_TASK TO CARRY OUT_: Give again, word for word, each line from the top of the listing through the line that holds "ctx.fillStyle = gradient;".
+--
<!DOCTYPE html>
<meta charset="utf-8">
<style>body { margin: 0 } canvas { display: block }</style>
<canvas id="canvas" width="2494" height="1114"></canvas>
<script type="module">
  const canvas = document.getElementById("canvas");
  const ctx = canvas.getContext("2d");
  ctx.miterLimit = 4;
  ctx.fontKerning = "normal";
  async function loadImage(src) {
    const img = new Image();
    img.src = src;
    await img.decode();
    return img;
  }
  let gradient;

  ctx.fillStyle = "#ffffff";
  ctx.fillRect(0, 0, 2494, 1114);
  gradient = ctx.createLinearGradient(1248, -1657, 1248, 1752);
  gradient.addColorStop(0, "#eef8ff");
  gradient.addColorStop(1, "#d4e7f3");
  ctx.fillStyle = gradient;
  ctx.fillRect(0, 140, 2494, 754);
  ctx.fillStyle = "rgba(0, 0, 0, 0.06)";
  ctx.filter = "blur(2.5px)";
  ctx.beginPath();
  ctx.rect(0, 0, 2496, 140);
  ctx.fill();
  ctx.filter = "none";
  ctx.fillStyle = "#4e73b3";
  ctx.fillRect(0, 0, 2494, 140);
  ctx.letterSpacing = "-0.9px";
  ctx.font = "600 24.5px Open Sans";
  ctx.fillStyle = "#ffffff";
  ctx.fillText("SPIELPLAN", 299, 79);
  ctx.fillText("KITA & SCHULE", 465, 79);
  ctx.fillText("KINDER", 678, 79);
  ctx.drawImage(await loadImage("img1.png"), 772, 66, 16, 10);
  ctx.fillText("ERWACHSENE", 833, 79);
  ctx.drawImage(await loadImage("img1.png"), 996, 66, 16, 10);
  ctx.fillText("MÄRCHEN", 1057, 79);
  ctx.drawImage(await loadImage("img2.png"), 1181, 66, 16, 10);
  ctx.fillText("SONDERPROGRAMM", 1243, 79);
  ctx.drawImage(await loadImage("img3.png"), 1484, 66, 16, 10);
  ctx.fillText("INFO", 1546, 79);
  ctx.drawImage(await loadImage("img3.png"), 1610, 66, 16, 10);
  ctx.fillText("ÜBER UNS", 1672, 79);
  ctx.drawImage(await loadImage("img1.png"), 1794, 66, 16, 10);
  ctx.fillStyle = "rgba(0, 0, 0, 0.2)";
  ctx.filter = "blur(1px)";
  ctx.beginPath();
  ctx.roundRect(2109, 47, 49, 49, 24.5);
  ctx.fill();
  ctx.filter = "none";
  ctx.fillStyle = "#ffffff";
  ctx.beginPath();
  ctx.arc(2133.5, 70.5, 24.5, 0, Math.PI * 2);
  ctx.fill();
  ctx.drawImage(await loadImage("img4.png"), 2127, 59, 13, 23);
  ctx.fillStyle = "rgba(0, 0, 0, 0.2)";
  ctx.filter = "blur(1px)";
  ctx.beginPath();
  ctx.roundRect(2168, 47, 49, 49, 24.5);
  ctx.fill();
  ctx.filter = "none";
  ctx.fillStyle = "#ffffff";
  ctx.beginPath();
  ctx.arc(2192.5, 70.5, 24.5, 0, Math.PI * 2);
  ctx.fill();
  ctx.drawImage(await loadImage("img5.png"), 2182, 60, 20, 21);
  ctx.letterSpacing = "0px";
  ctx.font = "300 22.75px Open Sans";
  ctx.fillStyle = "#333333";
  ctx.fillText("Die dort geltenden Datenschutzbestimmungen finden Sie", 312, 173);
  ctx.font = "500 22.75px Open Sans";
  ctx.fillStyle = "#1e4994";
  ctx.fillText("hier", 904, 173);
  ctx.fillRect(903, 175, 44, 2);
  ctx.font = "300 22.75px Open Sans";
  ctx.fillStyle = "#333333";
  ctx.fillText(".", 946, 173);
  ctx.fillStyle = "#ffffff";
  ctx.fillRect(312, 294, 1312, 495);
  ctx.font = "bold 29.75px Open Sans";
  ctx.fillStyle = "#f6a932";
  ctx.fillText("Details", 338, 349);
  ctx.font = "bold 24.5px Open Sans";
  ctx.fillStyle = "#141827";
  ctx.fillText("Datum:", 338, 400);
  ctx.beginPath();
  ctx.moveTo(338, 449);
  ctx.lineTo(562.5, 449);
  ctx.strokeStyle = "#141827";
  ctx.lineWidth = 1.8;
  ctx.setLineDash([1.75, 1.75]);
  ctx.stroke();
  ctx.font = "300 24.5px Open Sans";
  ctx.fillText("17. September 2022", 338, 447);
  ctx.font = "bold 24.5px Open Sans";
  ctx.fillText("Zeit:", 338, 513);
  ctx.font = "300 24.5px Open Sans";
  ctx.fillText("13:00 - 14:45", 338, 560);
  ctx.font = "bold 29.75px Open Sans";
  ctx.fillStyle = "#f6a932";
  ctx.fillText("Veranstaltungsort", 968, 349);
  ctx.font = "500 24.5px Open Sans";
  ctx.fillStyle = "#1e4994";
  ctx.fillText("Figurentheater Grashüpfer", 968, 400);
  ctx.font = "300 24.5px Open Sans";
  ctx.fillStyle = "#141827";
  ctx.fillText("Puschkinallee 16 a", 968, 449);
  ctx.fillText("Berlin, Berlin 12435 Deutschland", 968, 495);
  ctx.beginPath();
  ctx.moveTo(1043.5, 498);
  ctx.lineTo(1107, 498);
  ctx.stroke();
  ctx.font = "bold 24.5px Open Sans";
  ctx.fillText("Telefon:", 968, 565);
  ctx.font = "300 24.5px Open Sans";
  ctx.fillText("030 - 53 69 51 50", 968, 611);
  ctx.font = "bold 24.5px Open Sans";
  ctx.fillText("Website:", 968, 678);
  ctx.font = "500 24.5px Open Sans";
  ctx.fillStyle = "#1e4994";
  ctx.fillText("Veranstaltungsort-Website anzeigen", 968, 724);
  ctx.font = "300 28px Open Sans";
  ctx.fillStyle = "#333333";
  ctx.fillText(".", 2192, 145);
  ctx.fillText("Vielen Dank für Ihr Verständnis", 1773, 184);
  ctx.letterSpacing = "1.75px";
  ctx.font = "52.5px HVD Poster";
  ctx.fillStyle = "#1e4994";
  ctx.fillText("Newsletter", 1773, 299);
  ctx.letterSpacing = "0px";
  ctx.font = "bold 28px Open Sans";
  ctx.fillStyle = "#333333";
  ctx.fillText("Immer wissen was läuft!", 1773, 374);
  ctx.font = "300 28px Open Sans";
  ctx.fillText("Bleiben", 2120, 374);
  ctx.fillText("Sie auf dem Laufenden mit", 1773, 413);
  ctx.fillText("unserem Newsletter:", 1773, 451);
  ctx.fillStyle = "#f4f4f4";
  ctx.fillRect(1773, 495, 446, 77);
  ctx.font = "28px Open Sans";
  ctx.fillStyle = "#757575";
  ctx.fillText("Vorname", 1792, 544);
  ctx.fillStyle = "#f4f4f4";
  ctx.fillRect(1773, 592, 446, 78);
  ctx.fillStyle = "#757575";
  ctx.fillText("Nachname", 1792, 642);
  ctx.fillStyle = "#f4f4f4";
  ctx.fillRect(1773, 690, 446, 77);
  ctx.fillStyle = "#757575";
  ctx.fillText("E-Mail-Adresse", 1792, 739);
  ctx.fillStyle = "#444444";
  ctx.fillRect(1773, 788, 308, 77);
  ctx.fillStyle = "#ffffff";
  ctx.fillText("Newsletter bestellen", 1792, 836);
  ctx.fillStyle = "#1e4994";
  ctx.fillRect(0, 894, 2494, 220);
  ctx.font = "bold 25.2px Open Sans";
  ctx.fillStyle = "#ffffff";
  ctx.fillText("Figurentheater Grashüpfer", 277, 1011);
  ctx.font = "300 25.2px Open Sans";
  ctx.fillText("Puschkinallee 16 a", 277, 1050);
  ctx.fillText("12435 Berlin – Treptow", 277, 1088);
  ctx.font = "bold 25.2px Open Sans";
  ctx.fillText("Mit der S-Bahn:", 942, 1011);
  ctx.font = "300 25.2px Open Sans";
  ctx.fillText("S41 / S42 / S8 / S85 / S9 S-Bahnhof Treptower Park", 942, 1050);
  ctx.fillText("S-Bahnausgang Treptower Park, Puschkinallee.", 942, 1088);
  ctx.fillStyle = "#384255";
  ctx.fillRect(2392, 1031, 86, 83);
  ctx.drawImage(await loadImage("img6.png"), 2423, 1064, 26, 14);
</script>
+--
_TASK ANSWER_:
<!DOCTYPE html>
<meta charset="utf-8">
<style>body { margin: 0 } canvas { display: block }</style>
<canvas id="canvas" width="2494" height="1114"></canvas>
<script type="module">
  const canvas = document.getElementById("canvas");
  const ctx = canvas.getContext("2d");
  ctx.miterLimit = 4;
  ctx.fontKerning = "normal";
  async function loadImage(src) {
    const img = new Image();
    img.src = src;
    await img.decode();
    return img;
  }
  let gradient;

  ctx.fillStyle = "#ffffff";
  ctx.fillRect(0, 0, 2494, 1114);
  gradient = ctx.createLinearGradient(1248, -1657, 1248, 1752);
  gradient.addColorStop(0, "#eef8ff");
  gradient.addColorStop(1, "#d4e7f3");
  ctx.fillStyle = gradient;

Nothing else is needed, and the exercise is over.